Quick answer: Increase floor_snap_length to 4–8 pixels, raise the safe_margin to 0.08, and cap your fall velocity so the character cannot travel farther than the collision margin in a single physics frame.

You build a platformer in Godot 4. One-way platforms work when you walk onto them from the side, but when the character falls from above, they pass straight through like the platform is not there. The collision shape is correct, one-way is enabled, and it works at low speeds. The problem is that at high fall velocities, the physics solver steps over the platform entirely.

Why It Happens

Godot’s physics runs at a fixed tick rate (default 60 Hz). Each tick, the CharacterBody2D moves by velocity * delta. If the character is falling at 800 px/s and delta is 0.0167s, the character moves 13.3 pixels per tick. A one-way platform with a 2-pixel collision margin can be completely skipped — the character was above it on one tick and below it on the next.

This is the classic “tunneling” problem, made worse by one-way collisions because the solver only blocks motion from one direction. From below, the platform is invisible, so once the character overshoots, it stays below.

The Fix

Step 1: Increase floor_snap_length.

extends CharacterBody2D

func _ready():
    floor_snap_length = 8.0  # default is 1.0, too small for fast falls
    safe_margin = 0.08       # default is 0.001

floor_snap_length controls how far down the character will “snap” to maintain floor contact after move_and_slide. A value of 1 means the character loses contact after a 1-pixel gap. Bumps, slopes, and fast falls all create gaps larger than 1 pixel. Set it to 4–8 for reliable platform behavior.

Step 2: Cap fall velocity.

const MAX_FALL_SPEED = 600.0
const GRAVITY = 980.0

func _physics_process(delta):
    if not is_on_floor():
        velocity.y += GRAVITY * delta
        velocity.y = min(velocity.y, MAX_FALL_SPEED)

    move_and_slide()

At 60 Hz physics, a MAX_FALL_SPEED of 600 means the character moves 10 pixels per tick. With a safe_margin of 0.08 and a platform collision shape of at least 4 pixels tall, the solver will always catch it. Without the cap, gravity accelerates the character past any reasonable margin.

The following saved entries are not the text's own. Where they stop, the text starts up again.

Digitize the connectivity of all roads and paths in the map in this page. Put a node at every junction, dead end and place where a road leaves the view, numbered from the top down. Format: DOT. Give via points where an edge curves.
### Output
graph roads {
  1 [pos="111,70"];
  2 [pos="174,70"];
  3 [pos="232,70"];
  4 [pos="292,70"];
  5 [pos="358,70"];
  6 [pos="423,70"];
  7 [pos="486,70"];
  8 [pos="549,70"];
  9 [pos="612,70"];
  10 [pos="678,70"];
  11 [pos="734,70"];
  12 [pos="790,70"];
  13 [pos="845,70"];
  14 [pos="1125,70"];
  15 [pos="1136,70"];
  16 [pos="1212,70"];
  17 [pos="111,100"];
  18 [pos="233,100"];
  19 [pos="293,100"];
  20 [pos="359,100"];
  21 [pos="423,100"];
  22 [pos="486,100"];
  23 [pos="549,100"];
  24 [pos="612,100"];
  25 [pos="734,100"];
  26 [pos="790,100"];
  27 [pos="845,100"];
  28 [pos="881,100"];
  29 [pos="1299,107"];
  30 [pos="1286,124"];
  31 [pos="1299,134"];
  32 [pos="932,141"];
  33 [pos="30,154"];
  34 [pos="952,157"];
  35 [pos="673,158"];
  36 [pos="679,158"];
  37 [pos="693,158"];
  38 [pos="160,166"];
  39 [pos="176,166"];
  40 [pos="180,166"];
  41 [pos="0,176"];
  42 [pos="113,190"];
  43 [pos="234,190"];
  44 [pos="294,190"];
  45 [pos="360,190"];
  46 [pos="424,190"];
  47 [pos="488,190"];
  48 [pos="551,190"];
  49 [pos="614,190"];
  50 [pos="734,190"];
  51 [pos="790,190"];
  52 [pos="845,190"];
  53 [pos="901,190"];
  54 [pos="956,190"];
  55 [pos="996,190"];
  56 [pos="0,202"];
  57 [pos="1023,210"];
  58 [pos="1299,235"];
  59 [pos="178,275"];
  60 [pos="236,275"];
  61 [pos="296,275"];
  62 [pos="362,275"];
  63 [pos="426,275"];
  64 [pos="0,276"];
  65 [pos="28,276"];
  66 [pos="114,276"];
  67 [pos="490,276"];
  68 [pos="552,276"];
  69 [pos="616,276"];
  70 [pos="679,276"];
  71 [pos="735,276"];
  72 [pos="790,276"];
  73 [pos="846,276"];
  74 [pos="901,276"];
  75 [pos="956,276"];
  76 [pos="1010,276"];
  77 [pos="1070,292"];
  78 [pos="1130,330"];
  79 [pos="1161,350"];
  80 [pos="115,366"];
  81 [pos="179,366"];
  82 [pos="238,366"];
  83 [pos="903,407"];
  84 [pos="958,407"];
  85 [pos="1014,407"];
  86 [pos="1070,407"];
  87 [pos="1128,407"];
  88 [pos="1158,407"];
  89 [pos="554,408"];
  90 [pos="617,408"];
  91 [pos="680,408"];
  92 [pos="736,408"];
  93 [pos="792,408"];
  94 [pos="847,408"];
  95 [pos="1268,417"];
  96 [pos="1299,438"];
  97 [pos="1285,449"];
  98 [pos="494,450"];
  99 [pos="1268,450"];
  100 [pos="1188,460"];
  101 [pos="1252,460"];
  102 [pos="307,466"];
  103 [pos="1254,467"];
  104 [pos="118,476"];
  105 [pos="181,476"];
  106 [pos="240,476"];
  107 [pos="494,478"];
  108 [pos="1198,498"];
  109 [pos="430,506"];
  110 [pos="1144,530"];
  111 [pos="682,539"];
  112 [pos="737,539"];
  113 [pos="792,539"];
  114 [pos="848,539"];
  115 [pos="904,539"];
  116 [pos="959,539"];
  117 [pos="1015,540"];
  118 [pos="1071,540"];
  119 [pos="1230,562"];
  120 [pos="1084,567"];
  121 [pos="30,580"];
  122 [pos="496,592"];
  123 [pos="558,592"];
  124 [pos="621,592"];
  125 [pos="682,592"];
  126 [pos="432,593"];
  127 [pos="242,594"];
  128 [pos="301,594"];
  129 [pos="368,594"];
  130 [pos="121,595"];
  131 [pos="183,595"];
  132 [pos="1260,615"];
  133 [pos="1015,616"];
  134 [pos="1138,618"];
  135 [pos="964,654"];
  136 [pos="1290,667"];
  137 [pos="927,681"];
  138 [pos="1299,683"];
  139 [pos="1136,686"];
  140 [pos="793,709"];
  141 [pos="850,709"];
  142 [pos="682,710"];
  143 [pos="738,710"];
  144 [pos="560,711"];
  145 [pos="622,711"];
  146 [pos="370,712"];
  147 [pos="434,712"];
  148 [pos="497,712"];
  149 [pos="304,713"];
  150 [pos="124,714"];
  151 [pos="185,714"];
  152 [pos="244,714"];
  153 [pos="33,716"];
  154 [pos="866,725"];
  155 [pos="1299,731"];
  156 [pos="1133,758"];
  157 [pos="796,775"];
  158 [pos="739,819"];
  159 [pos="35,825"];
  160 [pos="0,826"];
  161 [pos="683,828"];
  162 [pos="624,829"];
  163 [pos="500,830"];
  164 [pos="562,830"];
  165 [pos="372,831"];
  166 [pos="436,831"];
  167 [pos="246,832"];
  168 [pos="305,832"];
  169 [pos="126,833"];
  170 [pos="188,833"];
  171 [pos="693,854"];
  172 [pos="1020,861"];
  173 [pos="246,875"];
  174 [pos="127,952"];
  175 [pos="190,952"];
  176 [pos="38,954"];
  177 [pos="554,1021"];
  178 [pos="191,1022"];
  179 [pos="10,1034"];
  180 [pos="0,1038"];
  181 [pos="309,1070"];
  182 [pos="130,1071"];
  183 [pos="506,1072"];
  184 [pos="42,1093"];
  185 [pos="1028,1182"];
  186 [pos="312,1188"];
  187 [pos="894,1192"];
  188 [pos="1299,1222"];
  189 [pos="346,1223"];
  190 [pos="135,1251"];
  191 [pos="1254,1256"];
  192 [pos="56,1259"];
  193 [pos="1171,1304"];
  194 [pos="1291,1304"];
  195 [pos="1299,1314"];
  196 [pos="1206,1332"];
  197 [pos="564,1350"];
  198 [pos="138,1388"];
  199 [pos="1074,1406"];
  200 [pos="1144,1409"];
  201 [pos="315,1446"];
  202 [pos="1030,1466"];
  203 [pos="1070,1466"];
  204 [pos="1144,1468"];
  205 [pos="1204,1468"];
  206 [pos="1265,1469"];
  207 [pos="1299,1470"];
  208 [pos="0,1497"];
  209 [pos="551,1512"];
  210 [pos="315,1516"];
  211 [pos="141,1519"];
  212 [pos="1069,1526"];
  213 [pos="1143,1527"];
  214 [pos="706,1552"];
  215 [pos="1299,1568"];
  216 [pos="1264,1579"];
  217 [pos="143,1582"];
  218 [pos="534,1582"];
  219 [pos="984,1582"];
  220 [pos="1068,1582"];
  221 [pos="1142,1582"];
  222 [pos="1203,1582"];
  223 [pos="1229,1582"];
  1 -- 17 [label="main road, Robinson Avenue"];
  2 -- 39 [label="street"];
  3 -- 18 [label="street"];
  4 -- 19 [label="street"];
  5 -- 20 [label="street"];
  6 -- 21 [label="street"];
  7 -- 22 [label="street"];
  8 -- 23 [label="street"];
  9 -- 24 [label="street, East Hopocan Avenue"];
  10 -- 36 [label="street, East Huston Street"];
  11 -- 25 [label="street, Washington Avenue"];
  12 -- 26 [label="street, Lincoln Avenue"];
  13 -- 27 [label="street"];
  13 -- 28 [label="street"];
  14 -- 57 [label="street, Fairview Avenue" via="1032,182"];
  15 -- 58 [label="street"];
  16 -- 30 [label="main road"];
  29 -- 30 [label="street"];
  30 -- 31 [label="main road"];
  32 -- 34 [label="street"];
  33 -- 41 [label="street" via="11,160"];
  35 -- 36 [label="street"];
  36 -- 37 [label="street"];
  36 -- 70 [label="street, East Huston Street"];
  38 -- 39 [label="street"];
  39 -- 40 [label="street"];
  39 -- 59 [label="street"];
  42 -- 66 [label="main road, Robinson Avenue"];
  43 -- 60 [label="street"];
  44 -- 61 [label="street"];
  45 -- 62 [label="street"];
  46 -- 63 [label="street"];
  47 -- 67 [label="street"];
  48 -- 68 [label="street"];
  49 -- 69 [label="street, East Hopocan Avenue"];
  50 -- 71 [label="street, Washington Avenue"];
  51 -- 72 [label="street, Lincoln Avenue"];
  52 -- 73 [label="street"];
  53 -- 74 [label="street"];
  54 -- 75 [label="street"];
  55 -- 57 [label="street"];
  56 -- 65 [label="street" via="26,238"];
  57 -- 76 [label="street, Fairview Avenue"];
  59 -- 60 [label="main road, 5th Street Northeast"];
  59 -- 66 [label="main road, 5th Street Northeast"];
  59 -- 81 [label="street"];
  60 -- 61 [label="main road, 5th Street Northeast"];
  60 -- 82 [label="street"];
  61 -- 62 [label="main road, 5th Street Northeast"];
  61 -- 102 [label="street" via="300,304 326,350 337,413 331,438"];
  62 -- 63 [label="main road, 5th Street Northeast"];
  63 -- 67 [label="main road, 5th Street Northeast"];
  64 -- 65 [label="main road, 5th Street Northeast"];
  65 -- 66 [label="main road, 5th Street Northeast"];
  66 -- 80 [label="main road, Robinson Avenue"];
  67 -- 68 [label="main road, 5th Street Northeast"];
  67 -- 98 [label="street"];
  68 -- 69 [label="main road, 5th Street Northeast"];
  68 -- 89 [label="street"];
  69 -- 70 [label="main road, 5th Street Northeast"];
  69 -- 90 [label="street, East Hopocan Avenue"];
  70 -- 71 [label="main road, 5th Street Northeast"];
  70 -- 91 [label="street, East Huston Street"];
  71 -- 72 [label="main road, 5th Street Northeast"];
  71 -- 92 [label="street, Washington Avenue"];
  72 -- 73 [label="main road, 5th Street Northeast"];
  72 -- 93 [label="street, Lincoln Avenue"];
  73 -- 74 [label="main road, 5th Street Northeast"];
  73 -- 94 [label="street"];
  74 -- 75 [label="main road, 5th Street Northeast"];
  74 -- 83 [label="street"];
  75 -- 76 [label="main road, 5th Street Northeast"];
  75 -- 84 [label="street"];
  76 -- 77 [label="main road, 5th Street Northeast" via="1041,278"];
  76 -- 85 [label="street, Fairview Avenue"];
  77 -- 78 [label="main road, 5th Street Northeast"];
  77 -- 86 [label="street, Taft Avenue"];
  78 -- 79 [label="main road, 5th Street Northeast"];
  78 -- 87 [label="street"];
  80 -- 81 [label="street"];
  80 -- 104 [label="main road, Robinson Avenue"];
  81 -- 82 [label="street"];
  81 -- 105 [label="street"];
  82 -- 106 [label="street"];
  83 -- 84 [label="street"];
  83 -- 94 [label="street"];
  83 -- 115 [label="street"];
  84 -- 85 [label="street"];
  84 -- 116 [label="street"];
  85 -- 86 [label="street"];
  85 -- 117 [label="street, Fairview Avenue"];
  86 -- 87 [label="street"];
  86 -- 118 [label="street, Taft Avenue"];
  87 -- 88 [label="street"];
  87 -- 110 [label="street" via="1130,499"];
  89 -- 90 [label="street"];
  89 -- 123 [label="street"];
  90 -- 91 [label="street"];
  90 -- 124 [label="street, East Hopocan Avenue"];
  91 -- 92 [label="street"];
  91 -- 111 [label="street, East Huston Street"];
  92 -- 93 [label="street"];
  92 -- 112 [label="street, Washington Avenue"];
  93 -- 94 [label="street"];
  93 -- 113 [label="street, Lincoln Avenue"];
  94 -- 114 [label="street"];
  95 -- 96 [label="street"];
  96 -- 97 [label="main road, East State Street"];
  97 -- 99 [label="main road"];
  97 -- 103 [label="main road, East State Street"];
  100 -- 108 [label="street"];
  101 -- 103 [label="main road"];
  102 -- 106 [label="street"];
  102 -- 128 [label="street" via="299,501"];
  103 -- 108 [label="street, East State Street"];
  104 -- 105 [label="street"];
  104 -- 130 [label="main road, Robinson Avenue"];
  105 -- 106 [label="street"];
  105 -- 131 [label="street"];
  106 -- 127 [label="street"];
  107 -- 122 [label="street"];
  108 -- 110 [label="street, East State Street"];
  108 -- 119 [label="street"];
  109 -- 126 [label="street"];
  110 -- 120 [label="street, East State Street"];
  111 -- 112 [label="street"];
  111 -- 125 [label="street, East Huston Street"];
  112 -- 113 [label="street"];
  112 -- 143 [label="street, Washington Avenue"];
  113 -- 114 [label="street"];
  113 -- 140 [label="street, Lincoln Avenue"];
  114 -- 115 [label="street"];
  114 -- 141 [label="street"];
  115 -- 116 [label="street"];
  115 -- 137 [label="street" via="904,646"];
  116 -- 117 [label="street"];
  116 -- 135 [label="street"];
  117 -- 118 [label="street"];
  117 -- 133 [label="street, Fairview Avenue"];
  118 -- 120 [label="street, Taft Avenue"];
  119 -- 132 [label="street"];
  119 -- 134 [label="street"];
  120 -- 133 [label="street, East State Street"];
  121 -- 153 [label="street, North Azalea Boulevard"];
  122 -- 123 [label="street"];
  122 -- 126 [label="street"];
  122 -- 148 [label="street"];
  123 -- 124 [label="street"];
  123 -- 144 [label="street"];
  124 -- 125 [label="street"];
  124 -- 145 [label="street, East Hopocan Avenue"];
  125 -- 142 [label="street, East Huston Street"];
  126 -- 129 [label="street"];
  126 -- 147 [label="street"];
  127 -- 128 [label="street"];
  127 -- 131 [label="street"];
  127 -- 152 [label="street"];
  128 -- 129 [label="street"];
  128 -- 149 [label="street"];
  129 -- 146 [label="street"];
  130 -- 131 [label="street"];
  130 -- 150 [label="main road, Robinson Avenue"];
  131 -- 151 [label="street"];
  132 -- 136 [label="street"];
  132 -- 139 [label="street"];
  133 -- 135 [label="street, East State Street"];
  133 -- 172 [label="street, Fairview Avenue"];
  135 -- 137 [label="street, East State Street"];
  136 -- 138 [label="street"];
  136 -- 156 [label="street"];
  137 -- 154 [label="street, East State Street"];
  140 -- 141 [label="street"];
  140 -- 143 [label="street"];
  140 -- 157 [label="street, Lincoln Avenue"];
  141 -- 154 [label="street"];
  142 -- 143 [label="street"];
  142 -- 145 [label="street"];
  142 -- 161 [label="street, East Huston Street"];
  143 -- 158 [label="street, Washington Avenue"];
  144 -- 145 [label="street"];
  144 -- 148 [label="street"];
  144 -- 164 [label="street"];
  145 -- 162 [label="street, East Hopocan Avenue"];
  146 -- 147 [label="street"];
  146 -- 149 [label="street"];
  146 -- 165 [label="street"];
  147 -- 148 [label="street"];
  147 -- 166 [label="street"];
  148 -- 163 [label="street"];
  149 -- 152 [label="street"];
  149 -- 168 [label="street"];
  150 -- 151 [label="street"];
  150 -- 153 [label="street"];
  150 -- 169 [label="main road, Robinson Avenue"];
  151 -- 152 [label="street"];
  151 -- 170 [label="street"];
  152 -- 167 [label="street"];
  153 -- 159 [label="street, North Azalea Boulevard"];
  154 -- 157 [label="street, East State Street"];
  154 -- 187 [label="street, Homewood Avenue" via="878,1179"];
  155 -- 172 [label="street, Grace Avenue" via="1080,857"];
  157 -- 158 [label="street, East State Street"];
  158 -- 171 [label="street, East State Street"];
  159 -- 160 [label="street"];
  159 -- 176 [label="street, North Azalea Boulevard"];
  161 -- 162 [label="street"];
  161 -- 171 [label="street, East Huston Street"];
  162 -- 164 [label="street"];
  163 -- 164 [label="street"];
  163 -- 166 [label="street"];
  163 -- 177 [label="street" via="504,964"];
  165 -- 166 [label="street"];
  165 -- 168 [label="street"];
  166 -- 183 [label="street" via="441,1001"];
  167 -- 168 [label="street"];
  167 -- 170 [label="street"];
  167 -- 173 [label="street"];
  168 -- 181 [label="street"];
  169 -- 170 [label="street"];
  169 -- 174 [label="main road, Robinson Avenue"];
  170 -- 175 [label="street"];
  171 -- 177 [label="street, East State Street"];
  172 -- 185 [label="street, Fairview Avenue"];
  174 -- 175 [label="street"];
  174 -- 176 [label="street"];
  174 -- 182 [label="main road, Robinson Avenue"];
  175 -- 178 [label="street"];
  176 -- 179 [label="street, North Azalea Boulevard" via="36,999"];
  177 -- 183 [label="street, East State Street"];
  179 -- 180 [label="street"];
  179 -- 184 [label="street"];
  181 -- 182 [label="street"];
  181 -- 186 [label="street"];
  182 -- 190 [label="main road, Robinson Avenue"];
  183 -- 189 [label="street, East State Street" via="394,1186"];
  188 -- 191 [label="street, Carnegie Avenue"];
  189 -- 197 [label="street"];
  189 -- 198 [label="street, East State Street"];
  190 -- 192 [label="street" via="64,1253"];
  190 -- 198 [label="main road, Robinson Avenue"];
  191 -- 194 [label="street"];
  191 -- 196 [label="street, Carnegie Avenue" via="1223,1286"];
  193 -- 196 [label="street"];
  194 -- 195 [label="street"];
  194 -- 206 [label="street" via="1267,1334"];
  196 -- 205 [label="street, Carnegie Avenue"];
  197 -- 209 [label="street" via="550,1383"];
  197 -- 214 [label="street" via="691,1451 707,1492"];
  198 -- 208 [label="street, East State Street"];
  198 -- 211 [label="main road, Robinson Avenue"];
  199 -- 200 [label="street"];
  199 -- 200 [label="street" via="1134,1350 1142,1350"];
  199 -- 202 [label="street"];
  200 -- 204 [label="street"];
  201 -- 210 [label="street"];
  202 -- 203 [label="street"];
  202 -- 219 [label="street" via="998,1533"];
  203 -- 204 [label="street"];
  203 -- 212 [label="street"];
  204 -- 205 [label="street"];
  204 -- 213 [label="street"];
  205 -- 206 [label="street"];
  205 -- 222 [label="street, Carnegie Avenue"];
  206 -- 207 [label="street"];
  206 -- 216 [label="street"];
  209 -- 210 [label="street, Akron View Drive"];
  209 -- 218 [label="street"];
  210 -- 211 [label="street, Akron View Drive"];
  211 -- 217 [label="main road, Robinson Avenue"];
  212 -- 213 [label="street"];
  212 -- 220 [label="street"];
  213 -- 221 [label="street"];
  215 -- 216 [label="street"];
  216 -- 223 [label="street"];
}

Step 3: Make the platform collision shape thick enough.

A one-way platform with a 1-pixel-tall RectangleShape2D is almost impossible to land on at speed. Make the collision shape at least 4–8 pixels tall, even if the visual sprite is a thin line. The visual and physical shapes do not need to match exactly.

Dropping Through One-Way Platforms

The reverse problem: letting the player press Down to fall through. The cleanest approach is to temporarily disable the platform’s collision:

func _physics_process(delta):
    if Input.is_action_just_pressed("move_down") and is_on_floor():
        # Find the platform we are standing on
        for i in get_slide_collision_count():
            var col = get_slide_collision(i)
            var collider = col.get_collider()
            if collider.is_in_group("one_way_platform"):
                collider.get_node("CollisionShape2D").disabled = true
                get_tree().create_timer(0.2).timeout.connect(
                    func(): collider.get_node("CollisionShape2D").disabled = false
                )
                position.y += 1  # nudge through the one-way threshold
                break

The 0.2s timer gives the character time to clear the platform before the collision re-enables. Adjust the duration based on your character’s fall speed.

Verifying the Fix

Build a test scene with platforms at varying heights: 100px, 200px, 400px, and 800px above the character. Drop the character from each height and confirm it lands on the platform every time. If it falls through from the highest drop, your MAX_FALL_SPEED is still too high for your collision margin.

“One-way platforms are the most fragile collision type in any engine. They work at low speeds and break at high speeds. Cap your velocity, thicken the collision, and increase the snap length — the three-part fix is mechanical.”

Related Issues

For CharacterBody2D snapping issues on regular ground, see Godot CharacterBody2D snapping ground after jumping. For wall-jump collision bugs, see Godot CharacterBody2D wall jump not working.

Always cap fall velocity. Unlimited gravity acceleration will eventually break any collision system, not just one-way platforms.